- **EXERCISE BRIEF**
With nothing omitted, transcribe the entries exactly as written.

- **SOURCE DATA**
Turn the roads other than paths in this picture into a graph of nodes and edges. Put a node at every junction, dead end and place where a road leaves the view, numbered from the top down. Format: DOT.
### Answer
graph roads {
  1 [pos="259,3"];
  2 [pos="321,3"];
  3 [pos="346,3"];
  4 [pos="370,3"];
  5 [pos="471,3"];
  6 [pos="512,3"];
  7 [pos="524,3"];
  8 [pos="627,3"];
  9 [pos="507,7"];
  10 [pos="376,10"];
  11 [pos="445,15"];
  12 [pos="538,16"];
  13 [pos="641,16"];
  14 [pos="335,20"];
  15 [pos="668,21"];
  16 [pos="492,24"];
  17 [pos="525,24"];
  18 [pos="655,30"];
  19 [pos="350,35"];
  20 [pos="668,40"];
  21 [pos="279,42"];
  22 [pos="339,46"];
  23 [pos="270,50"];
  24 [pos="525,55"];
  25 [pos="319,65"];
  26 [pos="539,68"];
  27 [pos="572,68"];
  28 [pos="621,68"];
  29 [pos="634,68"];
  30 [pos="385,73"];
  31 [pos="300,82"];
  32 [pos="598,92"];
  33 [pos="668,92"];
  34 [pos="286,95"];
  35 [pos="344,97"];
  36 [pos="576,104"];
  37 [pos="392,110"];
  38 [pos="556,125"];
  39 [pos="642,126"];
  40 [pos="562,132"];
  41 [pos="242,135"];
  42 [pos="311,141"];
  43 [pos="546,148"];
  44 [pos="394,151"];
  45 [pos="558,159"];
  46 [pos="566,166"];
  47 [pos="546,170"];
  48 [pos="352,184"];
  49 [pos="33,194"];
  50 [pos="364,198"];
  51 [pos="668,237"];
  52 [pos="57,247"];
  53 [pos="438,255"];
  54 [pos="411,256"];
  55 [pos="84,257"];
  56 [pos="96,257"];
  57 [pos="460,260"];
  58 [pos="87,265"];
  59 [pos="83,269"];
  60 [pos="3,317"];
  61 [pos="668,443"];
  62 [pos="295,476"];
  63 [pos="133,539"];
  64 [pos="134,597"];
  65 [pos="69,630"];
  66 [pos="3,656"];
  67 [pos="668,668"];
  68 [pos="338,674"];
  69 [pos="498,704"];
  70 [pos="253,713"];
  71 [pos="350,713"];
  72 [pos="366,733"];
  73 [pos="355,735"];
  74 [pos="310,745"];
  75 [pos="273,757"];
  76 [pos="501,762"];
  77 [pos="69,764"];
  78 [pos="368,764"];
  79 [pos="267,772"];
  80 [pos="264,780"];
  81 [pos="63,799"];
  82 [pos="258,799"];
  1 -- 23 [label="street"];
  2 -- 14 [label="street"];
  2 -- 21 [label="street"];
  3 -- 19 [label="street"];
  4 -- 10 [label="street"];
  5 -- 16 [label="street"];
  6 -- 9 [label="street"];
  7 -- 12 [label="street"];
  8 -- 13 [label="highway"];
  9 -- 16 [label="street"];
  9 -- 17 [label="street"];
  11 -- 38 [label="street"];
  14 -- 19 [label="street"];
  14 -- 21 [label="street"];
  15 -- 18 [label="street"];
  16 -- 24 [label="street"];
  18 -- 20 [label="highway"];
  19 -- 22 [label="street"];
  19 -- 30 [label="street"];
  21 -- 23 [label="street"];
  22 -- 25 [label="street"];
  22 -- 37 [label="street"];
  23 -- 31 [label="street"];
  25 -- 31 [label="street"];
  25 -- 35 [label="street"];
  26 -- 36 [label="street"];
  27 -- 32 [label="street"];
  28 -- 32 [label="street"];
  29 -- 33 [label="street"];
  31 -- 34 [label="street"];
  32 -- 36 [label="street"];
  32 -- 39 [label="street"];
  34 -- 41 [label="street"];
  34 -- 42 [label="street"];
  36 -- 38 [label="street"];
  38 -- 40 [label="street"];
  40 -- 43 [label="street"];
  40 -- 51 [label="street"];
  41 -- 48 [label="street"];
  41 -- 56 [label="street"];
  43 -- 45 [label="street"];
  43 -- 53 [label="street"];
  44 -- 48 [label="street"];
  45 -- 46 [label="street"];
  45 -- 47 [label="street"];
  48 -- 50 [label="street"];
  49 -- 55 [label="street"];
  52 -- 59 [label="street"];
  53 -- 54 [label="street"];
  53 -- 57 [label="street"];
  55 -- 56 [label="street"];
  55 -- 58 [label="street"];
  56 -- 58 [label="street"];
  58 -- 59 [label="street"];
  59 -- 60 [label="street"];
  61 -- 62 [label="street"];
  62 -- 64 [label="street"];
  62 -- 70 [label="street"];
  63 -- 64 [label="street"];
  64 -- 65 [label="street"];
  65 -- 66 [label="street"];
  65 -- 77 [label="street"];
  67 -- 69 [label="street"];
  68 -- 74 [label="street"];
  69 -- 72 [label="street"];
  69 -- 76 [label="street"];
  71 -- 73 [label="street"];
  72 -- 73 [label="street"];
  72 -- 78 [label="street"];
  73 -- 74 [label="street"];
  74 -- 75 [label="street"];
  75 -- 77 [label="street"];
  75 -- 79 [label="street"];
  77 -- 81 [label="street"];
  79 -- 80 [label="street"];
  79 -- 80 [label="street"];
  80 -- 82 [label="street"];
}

- **RESULT OF THE TASK**
Turn the roads other than paths in this picture into a graph of nodes and edges. Put a node at every junction, dead end and place where a road leaves the view, numbered from the top down. Format: DOT.
### Answer
graph roads {
  1 [pos="259,3"];
  2 [pos="321,3"];
  3 [pos="346,3"];
  4 [pos="370,3"];
  5 [pos="471,3"];
  6 [pos="512,3"];
  7 [pos="524,3"];
  8 [pos="627,3"];
  9 [pos="507,7"];
  10 [pos="376,10"];
  11 [pos="445,15"];
  12 [pos="538,16"];
  13 [pos="641,16"];
  14 [pos="335,20"];
  15 [pos="668,21"];
  16 [pos="492,24"];
  17 [pos="525,24"];
  18 [pos="655,30"];
  19 [pos="350,35"];
  20 [pos="668,40"];
  21 [pos="279,42"];
  22 [pos="339,46"];
  23 [pos="270,50"];
  24 [pos="525,55"];
  25 [pos="319,65"];
  26 [pos="539,68"];
  27 [pos="572,68"];
  28 [pos="621,68"];
  29 [pos="634,68"];
  30 [pos="385,73"];
  31 [pos="300,82"];
  32 [pos="598,92"];
  33 [pos="668,92"];
  34 [pos="286,95"];
  35 [pos="344,97"];
  36 [pos="576,104"];
  37 [pos="392,110"];
  38 [pos="556,125"];
  39 [pos="642,126"];
  40 [pos="562,132"];
  41 [pos="242,135"];
  42 [pos="311,141"];
  43 [pos="546,148"];
  44 [pos="394,151"];
  45 [pos="558,159"];
  46 [pos="566,166"];
  47 [pos="546,170"];
  48 [pos="352,184"];
  49 [pos="33,194"];
  50 [pos="364,198"];
  51 [pos="668,237"];
  52 [pos="57,247"];
  53 [pos="438,255"];
  54 [pos="411,256"];
  55 [pos="84,257"];
  56 [pos="96,257"];
  57 [pos="460,260"];
  58 [pos="87,265"];
  59 [pos="83,269"];
  60 [pos="3,317"];
  61 [pos="668,443"];
  62 [pos="295,476"];
  63 [pos="133,539"];
  64 [pos="134,597"];
  65 [pos="69,630"];
  66 [pos="3,656"];
  67 [pos="668,668"];
  68 [pos="338,674"];
  69 [pos="498,704"];
  70 [pos="253,713"];
  71 [pos="350,713"];
  72 [pos="366,733"];
  73 [pos="355,735"];
  74 [pos="310,745"];
  75 [pos="273,757"];
  76 [pos="501,762"];
  77 [pos="69,764"];
  78 [pos="368,764"];
  79 [pos="267,772"];
  80 [pos="264,780"];
  81 [pos="63,799"];
  82 [pos="258,799"];
  1 -- 23 [label="street"];
  2 -- 14 [label="street"];
  2 -- 21 [label="street"];
  3 -- 19 [label="street"];
  4 -- 10 [label="street"];
  5 -- 16 [label="street"];
  6 -- 9 [label="street"];
  7 -- 12 [label="street"];
  8 -- 13 [label="highway"];
  9 -- 16 [label="street"];
  9 -- 17 [label="street"];
  11 -- 38 [label="street"];
  14 -- 19 [label="street"];
  14 -- 21 [label="street"];
  15 -- 18 [label="street"];
  16 -- 24 [label="street"];
  18 -- 20 [label="highway"];
  19 -- 22 [label="street"];
  19 -- 30 [label="street"];
  21 -- 23 [label="street"];
  22 -- 25 [label="street"];
  22 -- 37 [label="street"];
  23 -- 31 [label="street"];
  25 -- 31 [label="street"];
  25 -- 35 [label="street"];
  26 -- 36 [label="street"];
  27 -- 32 [label="street"];
  28 -- 32 [label="street"];
  29 -- 33 [label="street"];
  31 -- 34 [label="street"];
  32 -- 36 [label="street"];
  32 -- 39 [label="street"];
  34 -- 41 [label="street"];
  34 -- 42 [label="street"];
  36 -- 38 [label="street"];
  38 -- 40 [label="street"];
  40 -- 43 [label="street"];
  40 -- 51 [label="street"];
  41 -- 48 [label="street"];
  41 -- 56 [label="street"];
  43 -- 45 [label="street"];
  43 -- 53 [label="street"];
  44 -- 48 [label="street"];
  45 -- 46 [label="street"];
  45 -- 47 [label="street"];
  48 -- 50 [label="street"];
  49 -- 55 [label="street"];
  52 -- 59 [label="street"];
  53 -- 54 [label="street"];
  53 -- 57 [label="street"];
  55 -- 56 [label="street"];
  55 -- 58 [label="street"];
  56 -- 58 [label="street"];
  58 -- 59 [label="street"];
  59 -- 60 [label="street"];
  61 -- 62 [label="street"];
  62 -- 64 [label="street"];
  62 -- 70 [label="street"];
  63 -- 64 [label="street"];
  64 -- 65 [label="street"];
  65 -- 66 [label="street"];
  65 -- 77 [label="street"];
  67 -- 69 [label="street"];
  68 -- 74 [label="street"];
  69 -- 72 [label="street"];
  69 -- 76 [label="street"];
  71 -- 73 [label="street"];
  72 -- 73 [label="street"];
  72 -- 78 [label="street"];
  73 -- 74 [label="street"];
  74 -- 75 [label="street"];
  75 -- 77 [label="street"];
  75 -- 79 [label="street"];
  77 -- 81 [label="street"];
  79 -- 80 [label="street"];
  79 -- 80 [label="street"];
  80 -- 82 [label="street"];
}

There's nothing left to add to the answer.